Prompt: What follows is a set of records; restate each one word for word and drop the pictures.

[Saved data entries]

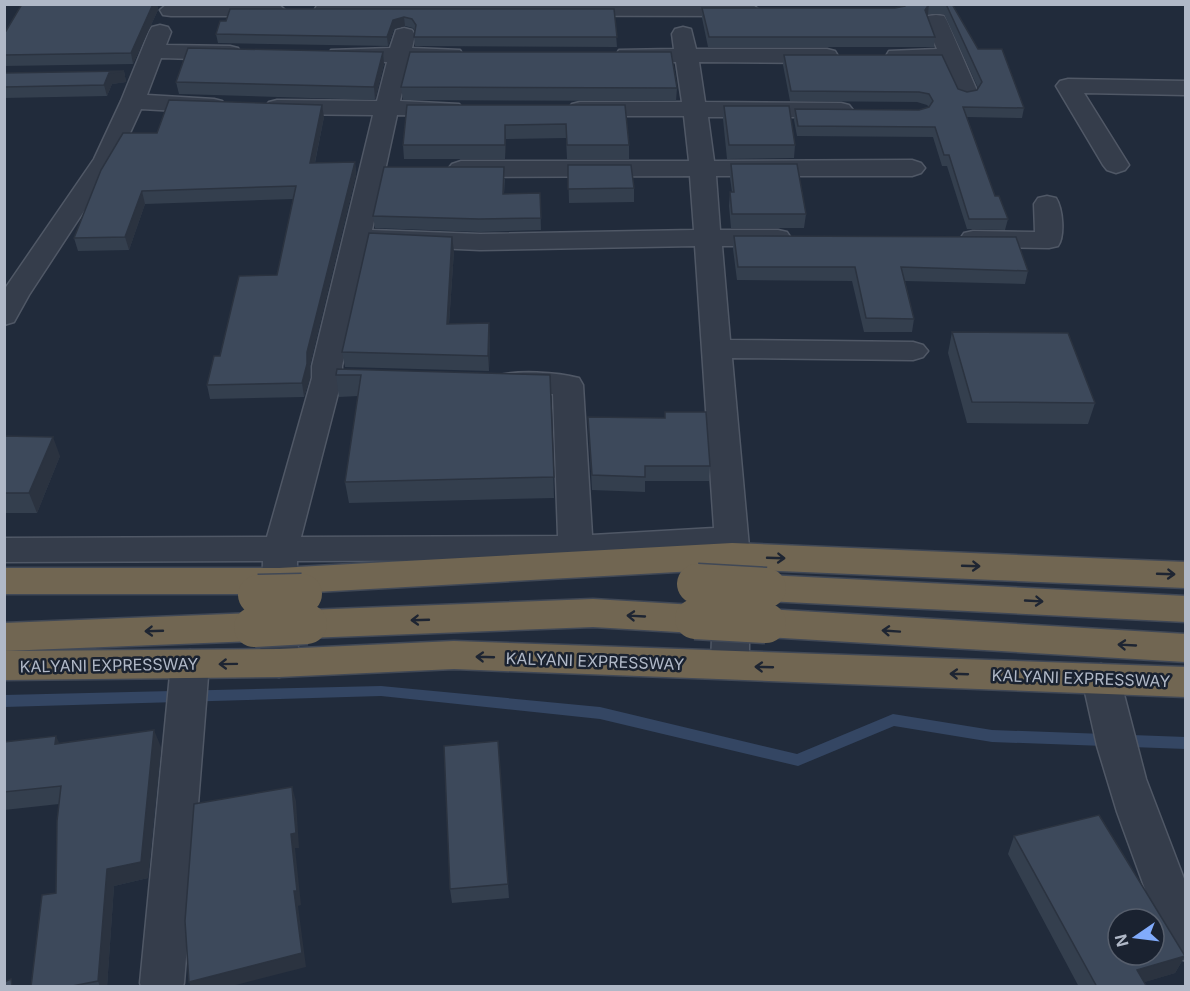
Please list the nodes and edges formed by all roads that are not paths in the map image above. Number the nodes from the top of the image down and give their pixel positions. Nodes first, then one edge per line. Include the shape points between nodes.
1 (411, 6) edge
2 (173, 7) edge
3 (677, 7) edge
4 (769, 10) edge
5 (936, 21) dead end
6 (247, 54) edge
7 (318, 54) edge
8 (399, 55) junction
9 (468, 55) edge
10 (606, 55) edge
11 (687, 55) junction
12 (848, 56) edge
13 (872, 56) edge
14 (952, 56) junction
15 (138, 66) junction
16 (1185, 88) edge
17 (966, 93) edge
18 (133, 101) junction
19 (234, 107) edge
20 (258, 107) edge
21 (387, 109) junction
22 (470, 109) edge
23 (552, 109) edge
24 (695, 109) junction
25 (859, 110) edge
26 (1116, 165) dead end
27 (912, 168) dead end
28 (443, 169) edge
29 (702, 169) junction
30 (1047, 204) dead end
31 (357, 237) junction
32 (707, 238) junction
33 (802, 238) edge
34 (943, 239) edge
35 (8, 302) edge
36 (716, 350) junction
37 (913, 351) dead end
38 (476, 382) edge
39 (576, 548) junction
40 (731, 548) junction
41 (4, 550) edge
42 (1185, 575) edge
43 (4, 581) edge
44 (280, 595) junction
45 (4, 602) edge
46 (1185, 609) edge
47 (4, 637) edge
48 (1185, 648) edge
49 (279, 663) junction
50 (730, 665) junction
51 (4, 666) edge
52 (188, 675) junction
53 (1185, 682) edge
54 (1104, 696) junction
55 (1185, 941) edge
56 (162, 983) dead end

1 - 2 street
1 - 3 street
1 - 8 street
2 - 15 street
3 - 4 street
3 - 11 street
5 - 14 street
6 - 15 street
7 - 8 street
8 - 9 street
8 - 21 street
10 - 11 street
11 - 12 street
11 - 24 street
13 - 14 street
14 - 17 street
15 - 18 street
16 - 26 street via 1068,86
18 - 19 street
18 - 35 street via 106,159
20 - 21 street
21 - 22 street
21 - 31 street via 385,169
23 - 24 street
24 - 25 street
24 - 29 street
27 - 29 street
28 - 29 street
29 - 32 street
30 - 34 street via 1049,240
31 - 32 street via 480,242
31 - 44 street via 327,366 339,378
32 - 33 street
32 - 36 street
36 - 37 street
36 - 40 street
38 - 39 street via 568,385
39 - 40 street
39 - 44 street
40 -> 42 highway
40 - 44 highway
40 - 50 street
41 - 44 street
43 - 44 highway
44 - 45 highway
44 -> 46 highway, bridge via 433,591 602,579
44 -> 47 highway
48 -> 44 highway, bridge
44 - 49 street
50 -> 49 highway, KALYANI EXPRESSWAY via 454,656
49 -> 52 highway, KALYANI EXPRESSWAY
54 -> 50 highway, KALYANI EXPRESSWAY
51 - 52 highway, KALYANI EXPRESSWAY
52 - 56 street
53 - 54 highway, KALYANI EXPRESSWAY
54 - 55 street via 1125,775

Result:
Please list the nodes and edges formed by all roads that are not paths in the map image above. Number the nodes from the top of the image down and give their pixel positions. Nodes first, then one edge per line. Include the shape points between nodes.
1 (411, 6) edge
2 (173, 7) edge
3 (677, 7) edge
4 (769, 10) edge
5 (936, 21) dead end
6 (247, 54) edge
7 (318, 54) edge
8 (399, 55) junction
9 (468, 55) edge
10 (606, 55) edge
11 (687, 55) junction
12 (848, 56) edge
13 (872, 56) edge
14 (952, 56) junction
15 (138, 66) junction
16 (1185, 88) edge
17 (966, 93) edge
18 (133, 101) junction
19 (234, 107) edge
20 (258, 107) edge
21 (387, 109) junction
22 (470, 109) edge
23 (552, 109) edge
24 (695, 109) junction
25 (859, 110) edge
26 (1116, 165) dead end
27 (912, 168) dead end
28 (443, 169) edge
29 (702, 169) junction
30 (1047, 204) dead end
31 (357, 237) junction
32 (707, 238) junction
33 (802, 238) edge
34 (943, 239) edge
35 (8, 302) edge
36 (716, 350) junction
37 (913, 351) dead end
38 (476, 382) edge
39 (576, 548) junction
40 (731, 548) junction
41 (4, 550) edge
42 (1185, 575) edge
43 (4, 581) edge
44 (280, 595) junction
45 (4, 602) edge
46 (1185, 609) edge
47 (4, 637) edge
48 (1185, 648) edge
49 (279, 663) junction
50 (730, 665) junction
51 (4, 666) edge
52 (188, 675) junction
53 (1185, 682) edge
54 (1104, 696) junction
55 (1185, 941) edge
56 (162, 983) dead end

1 - 2 street
1 - 3 street
1 - 8 street
2 - 15 street
3 - 4 street
3 - 11 street
5 - 14 street
6 - 15 street
7 - 8 street
8 - 9 street
8 - 21 street
10 - 11 street
11 - 12 street
11 - 24 street
13 - 14 street
14 - 17 street
15 - 18 street
16 - 26 street via 1068,86
18 - 19 street
18 - 35 street via 106,159
20 - 21 street
21 - 22 street
21 - 31 street via 385,169
23 - 24 street
24 - 25 street
24 - 29 street
27 - 29 street
28 - 29 street
29 - 32 street
30 - 34 street via 1049,240
31 - 32 street via 480,242
31 - 44 street via 327,366 339,378
32 - 33 street
32 - 36 street
36 - 37 street
36 - 40 street
38 - 39 street via 568,385
39 - 40 street
39 - 44 street
40 -> 42 highway
40 - 44 highway
40 - 50 street
41 - 44 street
43 - 44 highway
44 - 45 highway
44 -> 46 highway, bridge via 433,591 602,579
44 -> 47 highway
48 -> 44 highway, bridge
44 - 49 street
50 -> 49 highway, KALYANI EXPRESSWAY via 454,656
49 -> 52 highway, KALYANI EXPRESSWAY
54 -> 50 highway, KALYANI EXPRESSWAY
51 - 52 highway, KALYANI EXPRESSWAY
52 - 56 street
53 - 54 highway, KALYANI EXPRESSWAY
54 - 55 street via 1125,775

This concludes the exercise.